When Christopher Guest approached Jane Lynch about taking on the role of a lesbian dog trainer in his 2000 improvised film Best in Show, the actress said she didn’t think twice about what it would mean to play a gay character on screen. For that, she says she had Ellen DeGeneres to thank.
“I never even thought of that,” Lynch, who had been obsessed with the filmmaker’s previous movie Waiting for Guffman, tells me on this week’s episode of The Last Laugh podcast. “I never even thought about it at the time.”
For as big a break as Best in Show was for the then 40-year-old actress, she had no idea how far the role of Christy Cummings would take her career.
“It wasn’t like, ‘Oh my God, this is a Christopher Guest movie, people are going to know who I am after this!’” she says. “‘And I’m playing a gay person, will they think I’m a gay person?’ That didn’t even cross my mind. So I’m glad for that.”
By that point, it had been just three years since DeGeneres appeared on the cover of Time magazine next to the words, “Yep, I’m gay” and uttered the same declaration in character on her sitcom. As the comedian spoke about at length in her Netflix stand-up special, coming out completely derailed her career.
“For five minutes, it was really celebrated and then everyone changed their minds,” DeGeneres says on stage, joking darkly that “side effects” of being publicly gay at that time “may include loss of family, loss of friends and unemployment.” When she started pitching her daytime talk show, she was told that “no one’s going to watch a lesbian during the day.”
“Well, they weren’t watching me at night,” DeGeneres replies. “What time of day is good for a lesbian?”
Watching all of this unfold as an actor just trying to get work in Hollywood, Lynch was undaunted. It helped that DeGeneres proved the haters wrong and went on to be one of the most successful media figures of all time.
“It made my being a gay person in Hollywood a no-brainer, not a problem at all,” Lynch says, looking back. “Because she basically took one for the team, if you will.”
If someone had asked DeGeneres when she was a little girl, “Do you want to be a gay icon who blazes a trail for everybody else?” Lynch doubts she would have said yes. “But she did it. She stood there and took it and did it and was honest.”

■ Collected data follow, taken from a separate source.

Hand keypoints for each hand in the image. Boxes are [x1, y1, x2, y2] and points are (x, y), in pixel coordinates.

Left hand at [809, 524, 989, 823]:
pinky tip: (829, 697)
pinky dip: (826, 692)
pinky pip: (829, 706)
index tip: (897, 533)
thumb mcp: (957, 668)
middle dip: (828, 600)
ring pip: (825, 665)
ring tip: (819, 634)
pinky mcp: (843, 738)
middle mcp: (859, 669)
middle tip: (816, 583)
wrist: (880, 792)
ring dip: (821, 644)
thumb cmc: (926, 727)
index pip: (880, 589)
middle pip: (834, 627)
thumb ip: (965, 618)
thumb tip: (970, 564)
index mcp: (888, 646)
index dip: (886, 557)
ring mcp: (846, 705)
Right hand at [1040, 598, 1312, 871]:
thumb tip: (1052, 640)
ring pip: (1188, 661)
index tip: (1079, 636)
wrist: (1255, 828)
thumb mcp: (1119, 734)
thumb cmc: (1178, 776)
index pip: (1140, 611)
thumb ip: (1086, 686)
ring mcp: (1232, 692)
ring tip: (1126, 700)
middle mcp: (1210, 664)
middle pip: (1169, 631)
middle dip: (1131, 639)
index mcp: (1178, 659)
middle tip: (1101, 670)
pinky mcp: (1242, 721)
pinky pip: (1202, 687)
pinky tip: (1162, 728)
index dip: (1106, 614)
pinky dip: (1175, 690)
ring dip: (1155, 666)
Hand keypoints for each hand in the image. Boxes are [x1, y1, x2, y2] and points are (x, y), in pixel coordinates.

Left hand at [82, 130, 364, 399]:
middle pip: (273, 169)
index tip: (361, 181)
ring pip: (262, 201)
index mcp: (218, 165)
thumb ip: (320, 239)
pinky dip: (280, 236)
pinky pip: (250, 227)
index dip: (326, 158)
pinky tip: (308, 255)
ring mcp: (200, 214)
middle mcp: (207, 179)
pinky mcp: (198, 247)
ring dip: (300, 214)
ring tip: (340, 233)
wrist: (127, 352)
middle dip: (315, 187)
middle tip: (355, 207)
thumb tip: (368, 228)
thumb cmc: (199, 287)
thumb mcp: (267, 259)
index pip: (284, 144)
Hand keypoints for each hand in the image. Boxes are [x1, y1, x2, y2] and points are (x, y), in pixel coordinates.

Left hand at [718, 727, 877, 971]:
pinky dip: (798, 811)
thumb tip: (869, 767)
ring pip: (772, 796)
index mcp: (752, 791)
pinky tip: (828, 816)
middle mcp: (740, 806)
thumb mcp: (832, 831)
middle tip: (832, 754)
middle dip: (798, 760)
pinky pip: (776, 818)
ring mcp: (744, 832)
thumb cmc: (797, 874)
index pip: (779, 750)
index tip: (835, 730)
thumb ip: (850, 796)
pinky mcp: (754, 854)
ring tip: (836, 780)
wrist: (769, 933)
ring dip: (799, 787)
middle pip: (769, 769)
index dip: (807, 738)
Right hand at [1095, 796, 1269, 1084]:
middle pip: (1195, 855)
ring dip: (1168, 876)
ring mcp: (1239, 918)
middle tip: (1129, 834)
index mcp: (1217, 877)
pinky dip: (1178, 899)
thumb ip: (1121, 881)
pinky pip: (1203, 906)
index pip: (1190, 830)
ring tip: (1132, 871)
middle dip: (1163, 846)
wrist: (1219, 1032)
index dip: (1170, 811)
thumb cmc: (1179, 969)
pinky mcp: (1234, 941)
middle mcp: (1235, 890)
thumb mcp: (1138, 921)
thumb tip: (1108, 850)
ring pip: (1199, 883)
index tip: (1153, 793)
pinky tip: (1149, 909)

“She’s right up there with Oprah and I think that’s a great thing,” Lynch, who is currently hosting the popular game show Hollywood Game Night on NBC, adds. “So I’m indebted to her for that, because I didn’t have to do any of that. I just got to be an actor playing a role, which I’m really grateful for.”
Before DeGeneres came out, Lynch worried about what being gay would mean for her dream of becoming an actor. She recalls being around 25 years old and “laying in bed at night thinking, What’ll I do if they find out? I haven’t even told my parents yet! Will I be able to do what I want to do?”
She found solace in the group of comedians with whom she performed sketch comedy night after night at Second City in Chicago. “It didn’t matter that I was gay and anybody else was straight, it just didn’t matter,” she says. “It hasn’t mattered my whole life. That’s why it breaks my heart that, especially for kids out there, it matters. And they are keeping a secret deep within themselves that they’re afraid will be exposed.”
Unlike DeGeneres, Lynch never felt the need to make any big pronouncements on magazine covers or TV interviews.
“I didn’t really have a ‘coming out,’” she says. “I just showed up and didn’t say I wasn’t.”